Coriolan : Comme au cinéma
Forte d’une excellente rumeur en provenance du festival de Stratford, la nouvelle pièce de Robert Lepage prend d’assaut les planches du Théâtre du Nouveau Monde après sa création en Ontario l’été dernier. Avec près d’une vingtaine d’interprètes, la distribution de Coriolan impressionne (Alexandre Goyette, Anne-Marie Cadieux, Rémy Girard et Louise Bombardier, pour ne nommer que ceux-là). C’est la troisième fois que Lepage monte ce classique de Shakespeare, mettant en scène Caius Marcius (Alexandre Goyette), soldat aristocrate qui, pour les uns, devrait diriger Rome, et pour les autres, en être banni pour sa haine de la plèbe. Trahison, dilemme, vengeance et meurtre, Coriolan se présente à nous comme un Shakespeare pur jus.
La pièce de Lepage se déplie dans une Rome antique hors du temps, où les ordinateurs et les équipements militaires d’aujourd’hui font avancer une histoire datant de plus de deux millénaires.
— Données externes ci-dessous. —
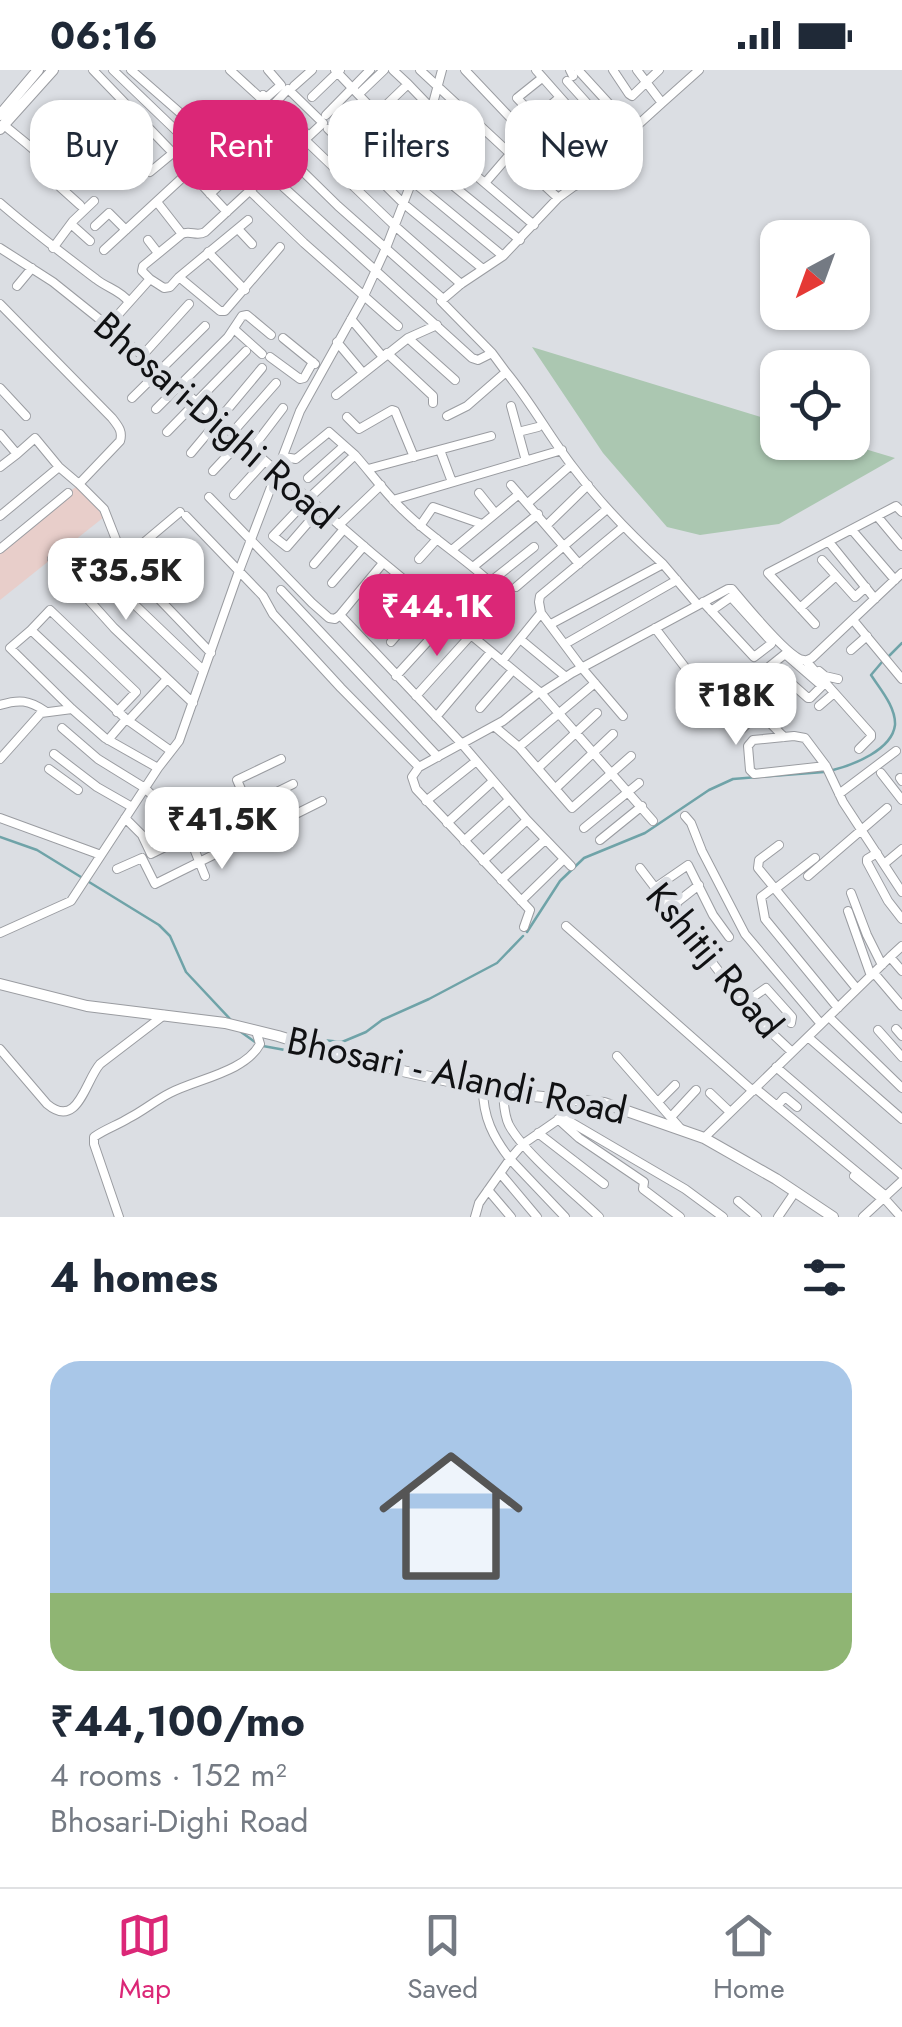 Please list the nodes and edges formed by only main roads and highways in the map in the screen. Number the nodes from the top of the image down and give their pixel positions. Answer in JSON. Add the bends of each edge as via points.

Proposant la projection d’un générique d’ouverture, il semble que rarement le créateur ait autant assumé ses accointances cinématographiques, mais force est de constater que ce Coriolan en est presque une ode tellement les projections et les jeux de cadrages sont omniprésents dans la proposition. Divisée en cinq actes, la pièce montre un Caius Marcius, dit Coriolan, tantôt sauveur de Rome, tantôt ennemi de la cité. Dans une relation quasi œdipienne avec sa mère Volumnia (Anne-Marie Cadieux), le militaire désirera toujours la satisfaire, tentant même d’oublier sa nature propre pour amadouer le peuple – le tout aidé par Ménénius (Rémy Girard) et Comunius (Widemir Normil). Cette carrière politique ne durera qu’un instant, car condamné à l’exil, c’est au côté de son ennemi de toujours, Aufidius (Reda Guerinik), qu’il reviendra marcher sur Rome, promettant de la mettre à feu et à sang.
Le choix de l’époque aurait pu être intéressant, Lepage mentionnant que jamais «cette bête aux mille têtes» qu’est le peuple ne fut si bien représentée qu’au 21e siècle, à l’ère des réseaux sociaux et de l’hyperconnectivité. Reste que la proposition est de facture très classique et que ces indicatifs temporels viennent beaucoup plus servir la forme (cellulaire, ascenseur, voiture, etc.) que le fond. C’est peut-être bien là que le bât blesse: on demeure avec cette impression que le texte de Shakespeare sert la mise en scène et non l’inverse. On reste ébaubi durant la première partie devant l’ingéniosité et l’inventivité de Lepage qui démontre un savoir-faire hors du commun, voire même exceptionnel. N’empêche que le rapport de force entre le fond et la forme semble inversé. Malgré des prestations notables d’Alexandre Goyette et de Reda Guerinik, jamais on ne propose une lecture soit personnelle ou nouvelle des nombreux sous-textes que présente la pièce. On sort du théâtre diverti et fasciné, mais très peu grandi.